4. إِن تَتُوبَآ إِلَى ٱللَّهِ فَقَدْ صَغَتْ قُلُوبُكُمَا ۖ وَإِن تَظَٰهَرَا عَلَيْهِ فَإِنَّ ٱللَّهَ هُوَ مَوْلَىٰهُ وَجِبْرِيلُ وَصَٰلِحُ ٱلْمُؤْمِنِينَ ۖ وَٱلْمَلَٰٓئِكَةُ بَعْدَ ذَٰلِكَ ظَهِيرٌ
in tatụbā ilallāhi fa qad ṣagat qulụbukumā, wa in taẓāharā ‘alaihi fa innallāha huwa maulāhu wa jibrīlu wa ṣāliḥul-mu`minīn, wal-malā`ikatu ba’da żālika ẓahīr
4. Jika kamu berdua bertaubat kepada Allah, maka sesungguhnya hati kamu berdua telah condong (untuk menerima kebaikan); dan jika kamu berdua bantu-membantu menyusahkan Nabi, maka sesungguhnya Allah adalah Pelindungnya dan (begitu pula) Jibril dan orang-orang mukmin yang baik; dan selain dari itu malaikat-malaikat adalah penolongnya pula.
Tafsir :
Firman Allah ﷻ,
إِنْ تَتُوبَا إِلَى اللَّهِ فَقَدْ صَغَتْ قُلُوبُكُمَا
“Jika kamu berdua bertaubat kepada Allah, maka sungguh hati kamu berdua telah condong (untuk menerima kebenaran).”
Rasulullah ﷺ tidak marah kepada Hafshah, akan tetapi beliau hanya menegurnya. Dan dalam ayat ini, Allah ﷻ juga tidak memerintahkan untuk Hafshah dan ‘Aisyah bertaubat dari dosa mereka tersebut, akan tetapi Allah memberikan penawaran bagi mereka untuk bertaubat. Sebagian ulama menyebutkan bahwa hal ini dikarenakan kesalahan yang terjadi antara Nabi ﷺ dan Hafshah dan ‘Aisyah adalah karena kecemburuan. Oleh karenanya Nabi ﷺ tidak menghadapi istri-istrinya dengan tegas.

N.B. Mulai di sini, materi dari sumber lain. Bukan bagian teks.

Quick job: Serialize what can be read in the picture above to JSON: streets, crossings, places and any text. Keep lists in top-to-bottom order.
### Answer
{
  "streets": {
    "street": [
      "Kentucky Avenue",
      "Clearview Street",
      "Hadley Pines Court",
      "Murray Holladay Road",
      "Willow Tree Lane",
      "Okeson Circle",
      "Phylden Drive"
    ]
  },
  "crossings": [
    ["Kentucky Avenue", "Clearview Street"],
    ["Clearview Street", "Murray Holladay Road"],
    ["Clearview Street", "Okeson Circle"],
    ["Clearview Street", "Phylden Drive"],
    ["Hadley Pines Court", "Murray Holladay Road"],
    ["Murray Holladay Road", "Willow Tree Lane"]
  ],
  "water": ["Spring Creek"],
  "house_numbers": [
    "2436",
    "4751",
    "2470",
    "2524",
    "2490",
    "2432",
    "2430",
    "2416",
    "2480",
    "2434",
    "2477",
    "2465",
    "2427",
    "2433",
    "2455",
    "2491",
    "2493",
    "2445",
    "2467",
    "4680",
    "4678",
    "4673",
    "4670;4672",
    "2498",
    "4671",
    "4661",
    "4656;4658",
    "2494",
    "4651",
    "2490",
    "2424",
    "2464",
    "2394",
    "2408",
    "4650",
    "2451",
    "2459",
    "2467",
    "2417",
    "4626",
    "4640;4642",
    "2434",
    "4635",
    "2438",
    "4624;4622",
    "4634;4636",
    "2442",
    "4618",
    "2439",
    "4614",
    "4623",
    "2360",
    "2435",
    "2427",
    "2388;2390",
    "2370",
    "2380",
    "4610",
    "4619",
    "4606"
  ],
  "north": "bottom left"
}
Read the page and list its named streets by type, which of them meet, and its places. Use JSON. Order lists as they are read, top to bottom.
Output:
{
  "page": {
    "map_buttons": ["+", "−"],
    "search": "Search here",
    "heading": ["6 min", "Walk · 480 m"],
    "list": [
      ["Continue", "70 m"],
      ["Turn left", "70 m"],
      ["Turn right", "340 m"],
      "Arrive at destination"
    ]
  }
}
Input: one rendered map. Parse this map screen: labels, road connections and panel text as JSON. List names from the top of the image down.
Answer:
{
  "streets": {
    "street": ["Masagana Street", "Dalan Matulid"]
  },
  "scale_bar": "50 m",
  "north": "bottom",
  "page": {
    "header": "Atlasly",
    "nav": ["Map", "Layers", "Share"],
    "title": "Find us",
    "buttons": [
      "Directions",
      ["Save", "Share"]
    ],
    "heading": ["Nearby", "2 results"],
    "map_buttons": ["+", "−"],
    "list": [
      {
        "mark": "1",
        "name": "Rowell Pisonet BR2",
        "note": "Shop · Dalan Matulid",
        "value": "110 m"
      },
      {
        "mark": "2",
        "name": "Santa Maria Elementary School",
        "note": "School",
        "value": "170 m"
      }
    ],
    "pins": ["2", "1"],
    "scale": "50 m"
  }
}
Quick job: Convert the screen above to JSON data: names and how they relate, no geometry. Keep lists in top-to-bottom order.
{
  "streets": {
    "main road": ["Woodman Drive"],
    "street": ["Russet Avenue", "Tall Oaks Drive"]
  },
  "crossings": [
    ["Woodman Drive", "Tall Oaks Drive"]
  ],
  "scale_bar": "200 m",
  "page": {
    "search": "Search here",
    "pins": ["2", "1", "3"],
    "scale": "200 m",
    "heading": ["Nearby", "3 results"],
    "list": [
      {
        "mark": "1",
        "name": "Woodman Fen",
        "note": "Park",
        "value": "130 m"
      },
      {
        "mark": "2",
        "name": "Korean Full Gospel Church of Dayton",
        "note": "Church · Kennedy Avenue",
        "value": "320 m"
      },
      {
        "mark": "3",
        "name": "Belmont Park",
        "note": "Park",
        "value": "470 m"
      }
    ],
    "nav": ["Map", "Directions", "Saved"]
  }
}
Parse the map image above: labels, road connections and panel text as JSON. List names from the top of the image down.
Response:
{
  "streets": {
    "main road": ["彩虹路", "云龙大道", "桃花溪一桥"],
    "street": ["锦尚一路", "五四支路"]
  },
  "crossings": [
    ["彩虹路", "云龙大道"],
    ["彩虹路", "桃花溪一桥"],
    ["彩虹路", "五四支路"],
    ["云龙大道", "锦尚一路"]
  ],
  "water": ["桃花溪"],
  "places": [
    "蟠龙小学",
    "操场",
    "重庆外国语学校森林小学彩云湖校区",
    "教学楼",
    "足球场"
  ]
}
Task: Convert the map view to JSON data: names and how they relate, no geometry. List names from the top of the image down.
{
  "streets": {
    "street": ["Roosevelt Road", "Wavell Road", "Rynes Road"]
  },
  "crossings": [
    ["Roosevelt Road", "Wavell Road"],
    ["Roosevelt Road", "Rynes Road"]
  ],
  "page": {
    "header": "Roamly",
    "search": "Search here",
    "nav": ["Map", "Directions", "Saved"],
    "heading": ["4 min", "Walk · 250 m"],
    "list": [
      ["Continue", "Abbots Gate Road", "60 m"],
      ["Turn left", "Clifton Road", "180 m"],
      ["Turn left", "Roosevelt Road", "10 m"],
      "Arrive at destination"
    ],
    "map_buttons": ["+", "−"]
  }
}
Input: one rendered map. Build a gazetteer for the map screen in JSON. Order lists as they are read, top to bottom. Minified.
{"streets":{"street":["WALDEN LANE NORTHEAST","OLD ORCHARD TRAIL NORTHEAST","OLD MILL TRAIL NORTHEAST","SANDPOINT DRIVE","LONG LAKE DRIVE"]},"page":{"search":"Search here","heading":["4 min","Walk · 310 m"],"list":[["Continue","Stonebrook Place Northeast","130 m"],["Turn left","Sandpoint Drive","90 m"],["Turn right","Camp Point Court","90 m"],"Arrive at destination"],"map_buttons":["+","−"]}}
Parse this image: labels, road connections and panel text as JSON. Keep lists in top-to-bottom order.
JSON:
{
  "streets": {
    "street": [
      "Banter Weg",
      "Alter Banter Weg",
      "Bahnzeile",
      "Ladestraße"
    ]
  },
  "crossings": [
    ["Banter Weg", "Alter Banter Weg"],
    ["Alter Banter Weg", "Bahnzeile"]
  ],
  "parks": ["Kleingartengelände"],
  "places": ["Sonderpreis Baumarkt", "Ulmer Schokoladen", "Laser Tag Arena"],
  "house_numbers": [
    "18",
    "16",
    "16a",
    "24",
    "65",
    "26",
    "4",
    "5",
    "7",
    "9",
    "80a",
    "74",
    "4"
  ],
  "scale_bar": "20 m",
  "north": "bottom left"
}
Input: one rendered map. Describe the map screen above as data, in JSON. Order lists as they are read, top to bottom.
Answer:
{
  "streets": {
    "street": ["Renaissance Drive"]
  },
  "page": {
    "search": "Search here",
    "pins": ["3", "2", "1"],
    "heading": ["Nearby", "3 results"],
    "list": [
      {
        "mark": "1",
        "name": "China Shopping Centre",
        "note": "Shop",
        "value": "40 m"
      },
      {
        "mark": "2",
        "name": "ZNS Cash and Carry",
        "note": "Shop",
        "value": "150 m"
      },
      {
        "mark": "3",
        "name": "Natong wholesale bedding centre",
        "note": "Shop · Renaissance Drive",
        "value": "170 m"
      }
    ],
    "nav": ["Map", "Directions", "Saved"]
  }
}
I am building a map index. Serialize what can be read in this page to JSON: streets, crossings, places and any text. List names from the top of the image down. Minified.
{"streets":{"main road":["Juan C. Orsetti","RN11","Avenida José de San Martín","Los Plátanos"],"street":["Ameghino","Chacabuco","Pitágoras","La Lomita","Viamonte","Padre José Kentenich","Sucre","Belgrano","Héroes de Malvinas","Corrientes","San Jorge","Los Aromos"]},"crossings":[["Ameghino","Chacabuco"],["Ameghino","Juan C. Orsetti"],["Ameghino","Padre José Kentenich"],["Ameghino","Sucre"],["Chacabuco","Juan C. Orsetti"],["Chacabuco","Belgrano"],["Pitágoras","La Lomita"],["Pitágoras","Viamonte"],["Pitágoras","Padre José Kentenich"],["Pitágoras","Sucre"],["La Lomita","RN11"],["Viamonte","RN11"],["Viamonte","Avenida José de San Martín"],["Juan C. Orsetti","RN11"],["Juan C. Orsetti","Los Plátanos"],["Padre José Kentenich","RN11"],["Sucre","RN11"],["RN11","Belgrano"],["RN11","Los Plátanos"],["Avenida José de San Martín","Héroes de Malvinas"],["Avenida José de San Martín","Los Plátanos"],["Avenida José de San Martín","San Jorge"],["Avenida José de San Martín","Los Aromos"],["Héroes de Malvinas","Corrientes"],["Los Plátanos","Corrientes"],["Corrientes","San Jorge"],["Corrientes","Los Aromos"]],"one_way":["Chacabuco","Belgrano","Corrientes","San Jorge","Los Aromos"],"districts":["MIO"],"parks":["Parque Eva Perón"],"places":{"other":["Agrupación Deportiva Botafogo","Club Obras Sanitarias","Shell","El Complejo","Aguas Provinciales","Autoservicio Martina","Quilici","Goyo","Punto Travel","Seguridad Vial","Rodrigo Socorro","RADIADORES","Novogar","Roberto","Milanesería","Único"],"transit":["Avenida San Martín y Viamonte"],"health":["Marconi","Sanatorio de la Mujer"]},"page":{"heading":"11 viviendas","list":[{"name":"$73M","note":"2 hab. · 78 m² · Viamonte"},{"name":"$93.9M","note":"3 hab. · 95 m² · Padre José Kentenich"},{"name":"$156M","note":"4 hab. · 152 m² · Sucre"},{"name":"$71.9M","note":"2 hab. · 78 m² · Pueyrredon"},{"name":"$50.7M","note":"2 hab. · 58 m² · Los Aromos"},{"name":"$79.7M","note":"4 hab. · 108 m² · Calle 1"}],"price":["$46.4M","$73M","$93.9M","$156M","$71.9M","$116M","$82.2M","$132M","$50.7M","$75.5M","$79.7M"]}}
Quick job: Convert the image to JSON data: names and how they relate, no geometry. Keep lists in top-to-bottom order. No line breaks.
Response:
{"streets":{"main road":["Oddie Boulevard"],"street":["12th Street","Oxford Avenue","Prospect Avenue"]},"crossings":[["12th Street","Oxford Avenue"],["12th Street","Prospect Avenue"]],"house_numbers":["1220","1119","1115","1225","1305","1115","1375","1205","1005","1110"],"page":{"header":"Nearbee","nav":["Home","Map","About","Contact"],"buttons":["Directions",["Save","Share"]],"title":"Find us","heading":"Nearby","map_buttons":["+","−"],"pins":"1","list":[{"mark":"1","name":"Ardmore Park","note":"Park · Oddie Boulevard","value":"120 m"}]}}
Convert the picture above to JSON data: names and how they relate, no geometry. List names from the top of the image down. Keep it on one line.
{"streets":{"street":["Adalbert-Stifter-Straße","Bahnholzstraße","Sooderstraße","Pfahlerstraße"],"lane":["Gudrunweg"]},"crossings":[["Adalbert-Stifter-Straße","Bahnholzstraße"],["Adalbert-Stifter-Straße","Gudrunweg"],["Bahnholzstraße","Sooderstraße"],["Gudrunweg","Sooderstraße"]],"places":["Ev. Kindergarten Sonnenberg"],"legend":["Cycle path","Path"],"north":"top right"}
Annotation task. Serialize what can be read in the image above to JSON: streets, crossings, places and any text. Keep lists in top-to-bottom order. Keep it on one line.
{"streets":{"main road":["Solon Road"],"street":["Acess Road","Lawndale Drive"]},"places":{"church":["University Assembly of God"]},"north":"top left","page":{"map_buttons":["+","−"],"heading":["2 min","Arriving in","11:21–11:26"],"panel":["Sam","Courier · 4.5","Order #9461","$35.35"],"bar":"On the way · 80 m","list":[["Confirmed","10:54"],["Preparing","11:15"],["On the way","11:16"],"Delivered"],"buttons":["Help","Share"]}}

Demikianlah wanita, meskipun dia sangat salehah, namun tatkala dia cemburu maka akan hilang kontrol. Contoh lain dalam hal seperti ini adalah kisah Sarah, istri Nabi Ibrahim ‘alaihissalam yang cemburu kepada Hajar. Sarah adalah wanita yang salehah, bahkan sebelumnya tidak ada yang beriman kepada Nabi Ibrahim ‘alaihissalam kecuali dia. Dan tidak ada yang meragukan kesalehan Sarah ketika itu. Akan tetapi tatkala dia cemburu kepada Hajar, dia berniat untuk melukai Hajar, sehingga Nabi Ibrahim ‘alaihissalam diperintahkan untuk membawa Hajar pergi ke kota Mekkah. Meskipun Sarah cemburu dan berniat melukai Hajar([1]), namun tidak disebutkan bahwa beliau marah kepada Sarah. Ini menunjukkan bahwa kalau kesalahan berkaitan kecemburuan maka Nabi Ibrahim ‘alaihissalam tidak marah([2]).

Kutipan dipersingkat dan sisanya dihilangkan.